* _Assigned task_: Below is a block of entries, which should be copied verbatim apart from the pictures.

Stored data entries:
::::

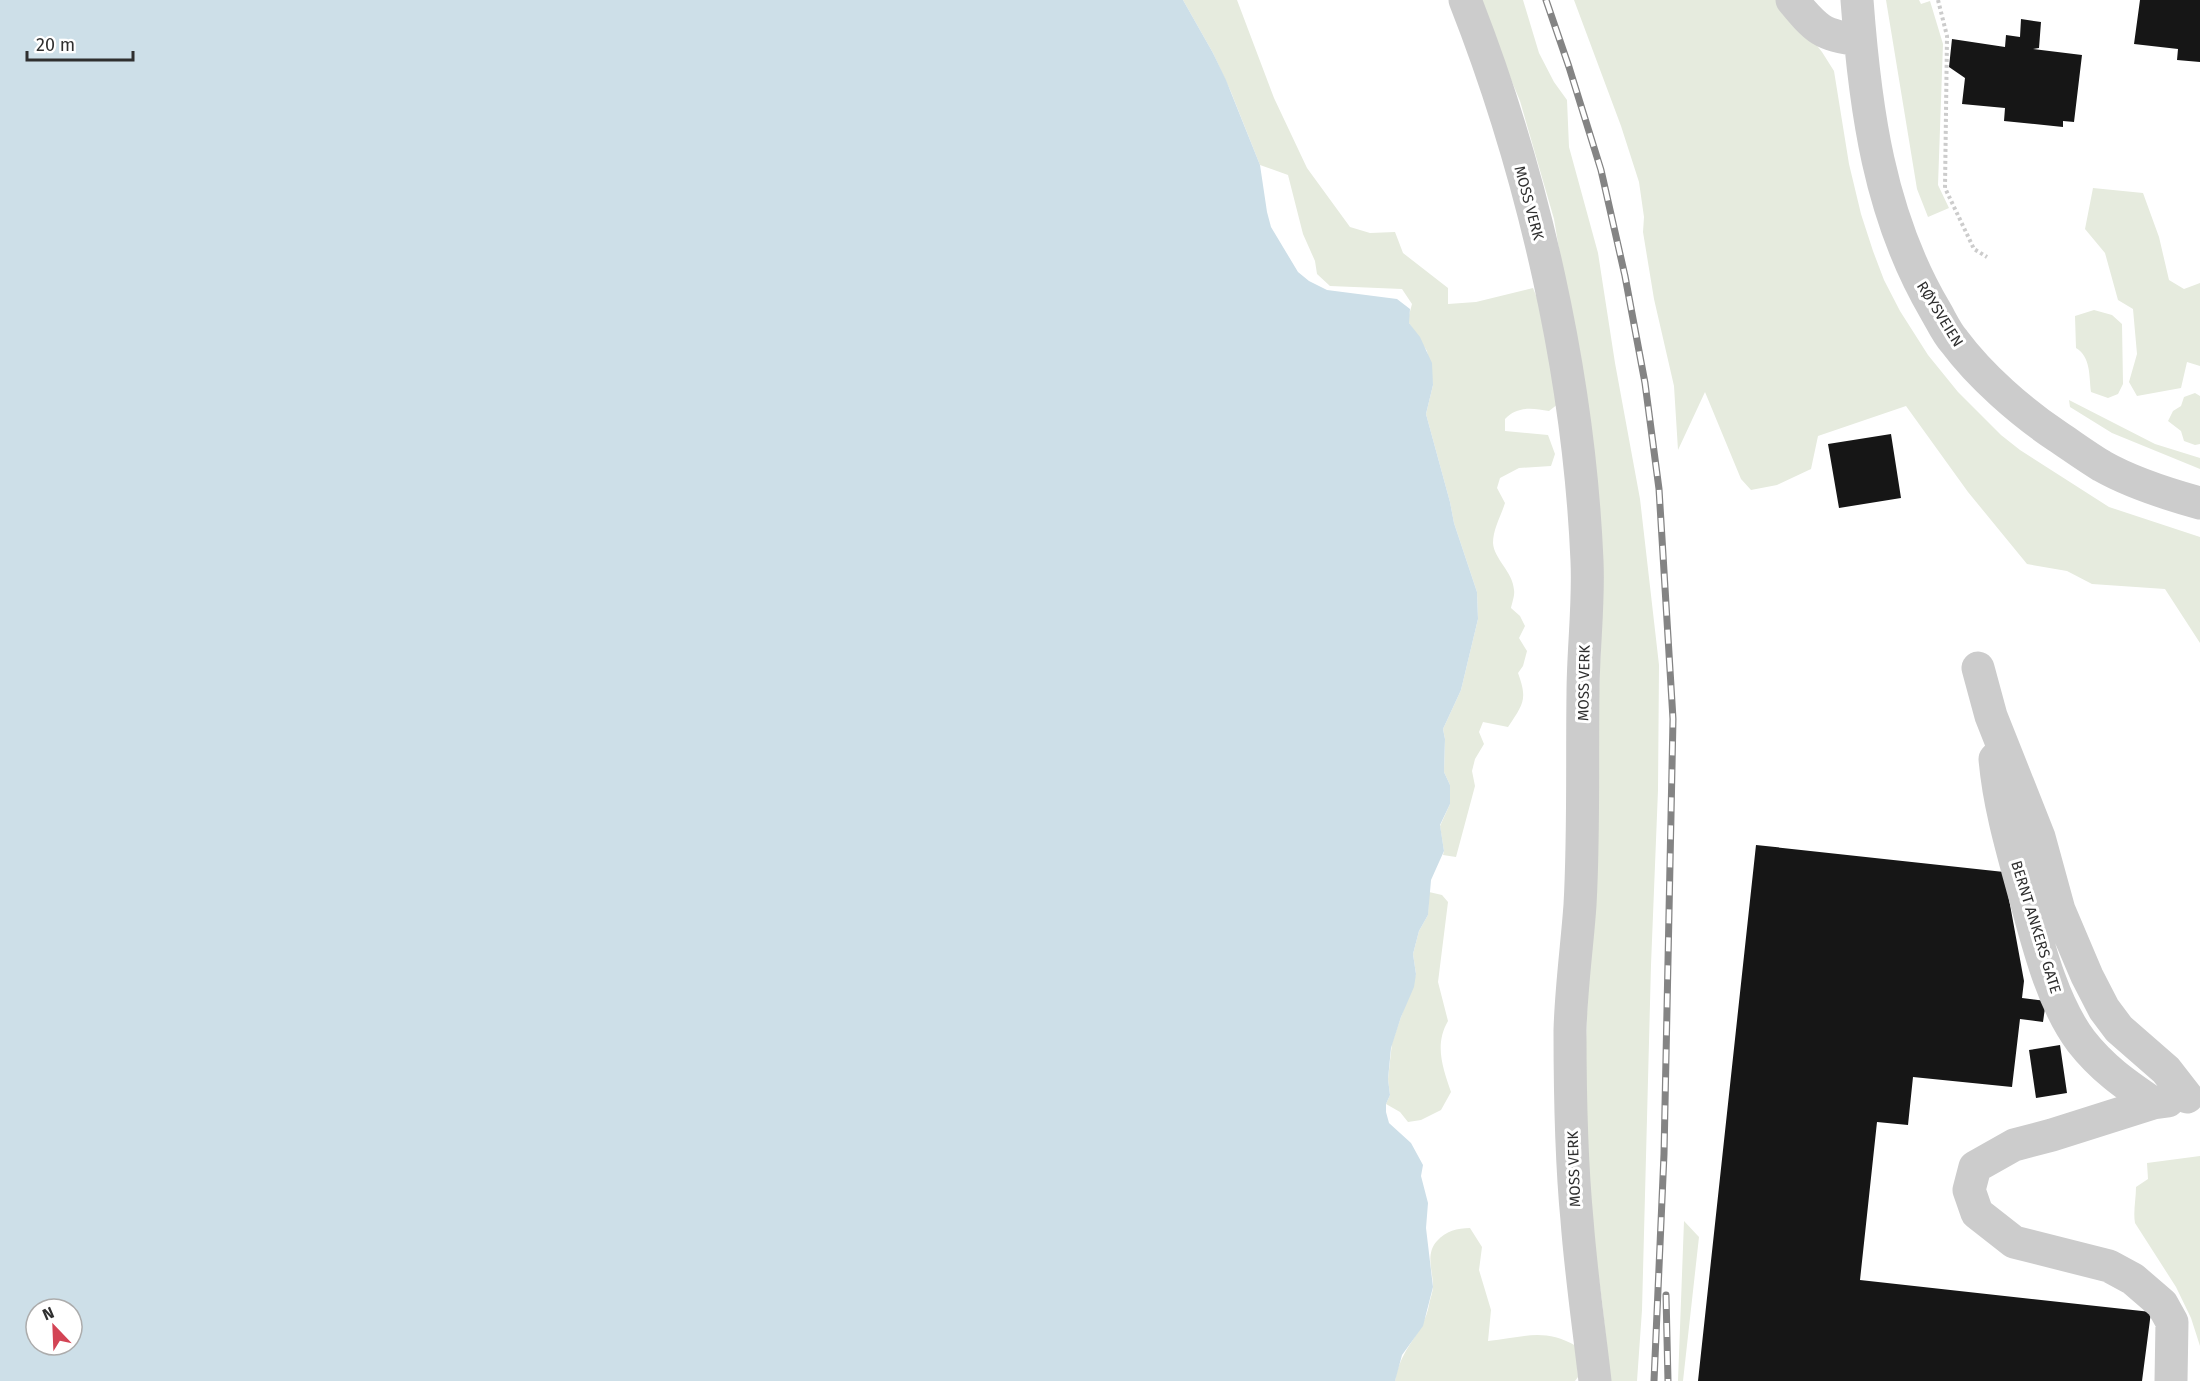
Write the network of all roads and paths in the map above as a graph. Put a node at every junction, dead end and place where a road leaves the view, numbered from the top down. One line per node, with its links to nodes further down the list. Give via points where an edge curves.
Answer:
1 (1465, 0): 12 (street, MOSS VERK, via 1498,92 1560,330 1583,495 1588,565 1584,776 1580,903 1570,1028 1573,1168)
2 (1792, 0): 5 (street, via 1811,23 1833,37)
3 (1857, 0): 5 (street, RØYSVEIEN)
4 (1938, 0): 6 (path, via 1947,36 1945,188 1974,249)
5 (1860, 40): 7 (street, RØYSVEIEN, via 1880,170 1896,229 1919,283 1953,341 2034,420 2095,461 2145,485)
6 (1987, 257)
7 (2200, 503)
8 (1978, 668): 9 (street, BERNT ANKERS GATE)
9 (1991, 716): 10 (street, BERNT ANKERS GATE, via 2039,837 2059,910 2104,1009 2137,1046); 11 (street, BERNT ANKERS GATE, via 1998,789 2037,941 2060,1003 2080,1040 2112,1075)
10 (2194, 1098): 11 (street, BERNT ANKERS GATE)
11 (2153, 1103): 13 (street, via 2014,1145 1975,1167 1969,1190 1977,1212 2014,1242 2109,1266 2133,1279 2162,1304 2172,1323)
12 (1595, 1381)
13 (2171, 1381)

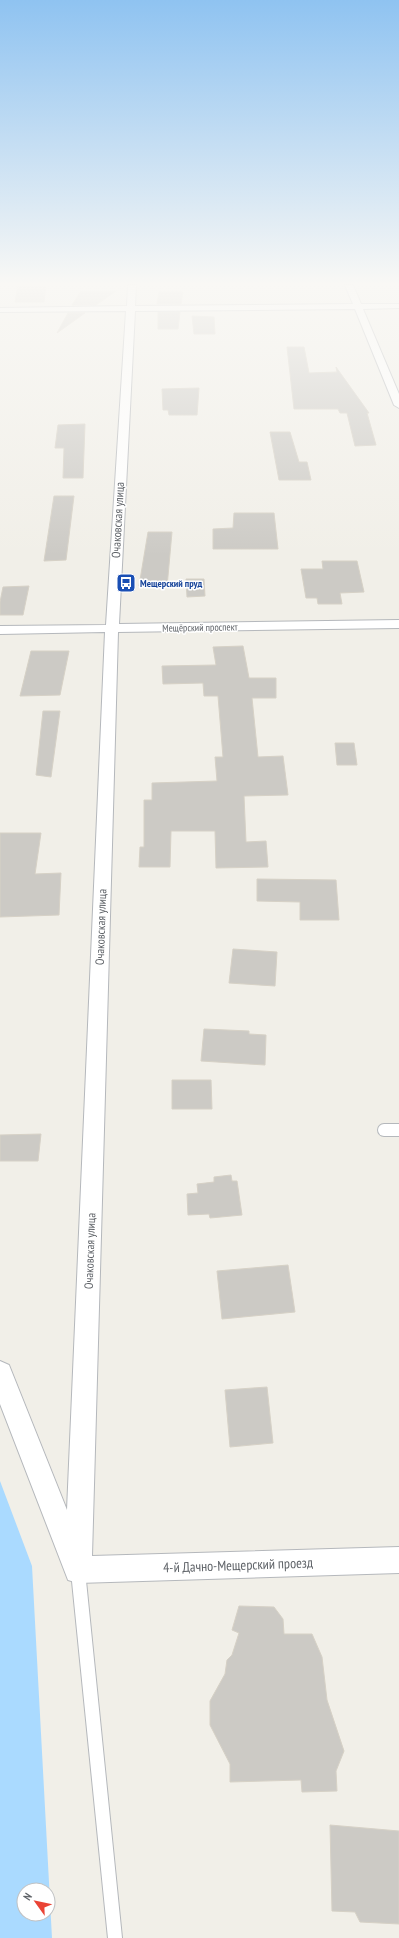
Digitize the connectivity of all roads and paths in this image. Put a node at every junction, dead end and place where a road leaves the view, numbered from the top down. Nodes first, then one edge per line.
1 (126, 375) edge
2 (386, 375) edge
3 (399, 405) edge
4 (399, 624) edge
5 (112, 629) junction
6 (0, 630) edge
7 (384, 1130) dead end
8 (399, 1130) edge
9 (0, 1373) edge
10 (399, 1560) edge
11 (78, 1570) junction
12 (115, 1938) edge

1 - 5 street, Очаковская улица
2 - 3 street
4 - 5 street, Мещёрский проспект
5 - 6 street, Мещёрский проспект
5 - 11 street, Очаковская улица
7 - 8 lane
9 - 11 street
10 - 11 street, 4-й Дачно-Мещерский проезд
11 - 12 lane

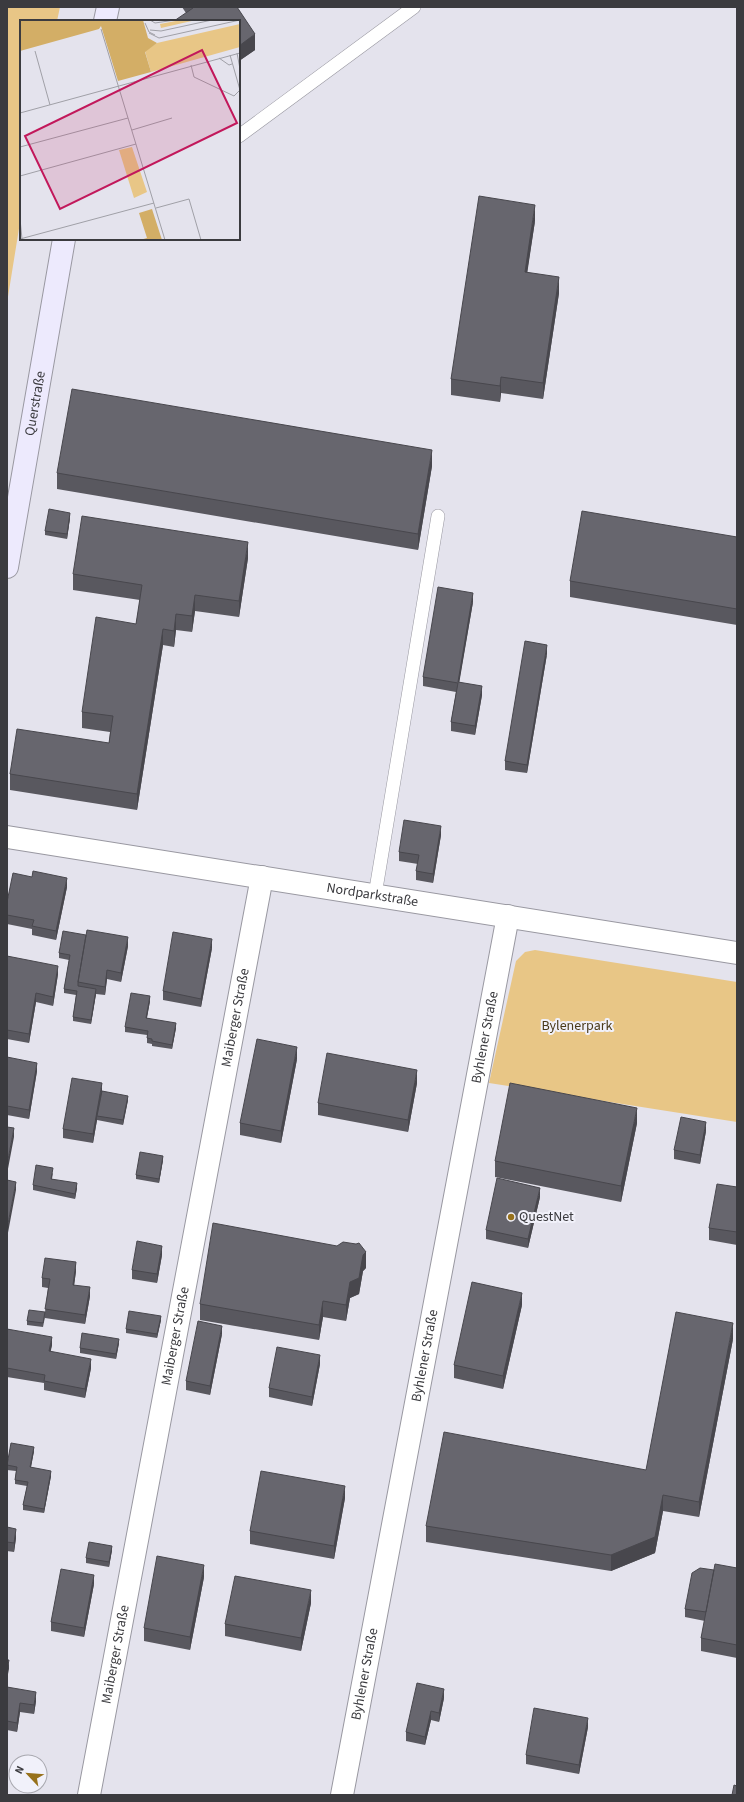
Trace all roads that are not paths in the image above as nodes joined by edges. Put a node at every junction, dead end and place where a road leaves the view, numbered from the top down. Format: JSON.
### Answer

::::

* _Solution to this problem_:
Write the network of all roads and paths in the map above as a graph. Put a node at every junction, dead end and place where a road leaves the view, numbered from the top down. One line per node, with its links to nodes further down the list. Give via points where an edge curves.
Answer:
1 (1465, 0): 12 (street, MOSS VERK, via 1498,92 1560,330 1583,495 1588,565 1584,776 1580,903 1570,1028 1573,1168)
2 (1792, 0): 5 (street, via 1811,23 1833,37)
3 (1857, 0): 5 (street, RØYSVEIEN)
4 (1938, 0): 6 (path, via 1947,36 1945,188 1974,249)
5 (1860, 40): 7 (street, RØYSVEIEN, via 1880,170 1896,229 1919,283 1953,341 2034,420 2095,461 2145,485)
6 (1987, 257)
7 (2200, 503)
8 (1978, 668): 9 (street, BERNT ANKERS GATE)
9 (1991, 716): 10 (street, BERNT ANKERS GATE, via 2039,837 2059,910 2104,1009 2137,1046); 11 (street, BERNT ANKERS GATE, via 1998,789 2037,941 2060,1003 2080,1040 2112,1075)
10 (2194, 1098): 11 (street, BERNT ANKERS GATE)
11 (2153, 1103): 13 (street, via 2014,1145 1975,1167 1969,1190 1977,1212 2014,1242 2109,1266 2133,1279 2162,1304 2172,1323)
12 (1595, 1381)
13 (2171, 1381)

Digitize the connectivity of all roads and paths in this image. Put a node at every junction, dead end and place where a road leaves the view, numbered from the top down. Nodes first, then one edge per line.
1 (126, 375) edge
2 (386, 375) edge
3 (399, 405) edge
4 (399, 624) edge
5 (112, 629) junction
6 (0, 630) edge
7 (384, 1130) dead end
8 (399, 1130) edge
9 (0, 1373) edge
10 (399, 1560) edge
11 (78, 1570) junction
12 (115, 1938) edge

1 - 5 street, Очаковская улица
2 - 3 street
4 - 5 street, Мещёрский проспект
5 - 6 street, Мещёрский проспект
5 - 11 street, Очаковская улица
7 - 8 lane
9 - 11 street
10 - 11 street, 4-й Дачно-Мещерский проезд
11 - 12 lane

Trace all roads that are not paths in the image above as nodes joined by edges. Put a node at every junction, dead end and place where a road leaves the view, numbered from the top down. Format: JSON.
### Answer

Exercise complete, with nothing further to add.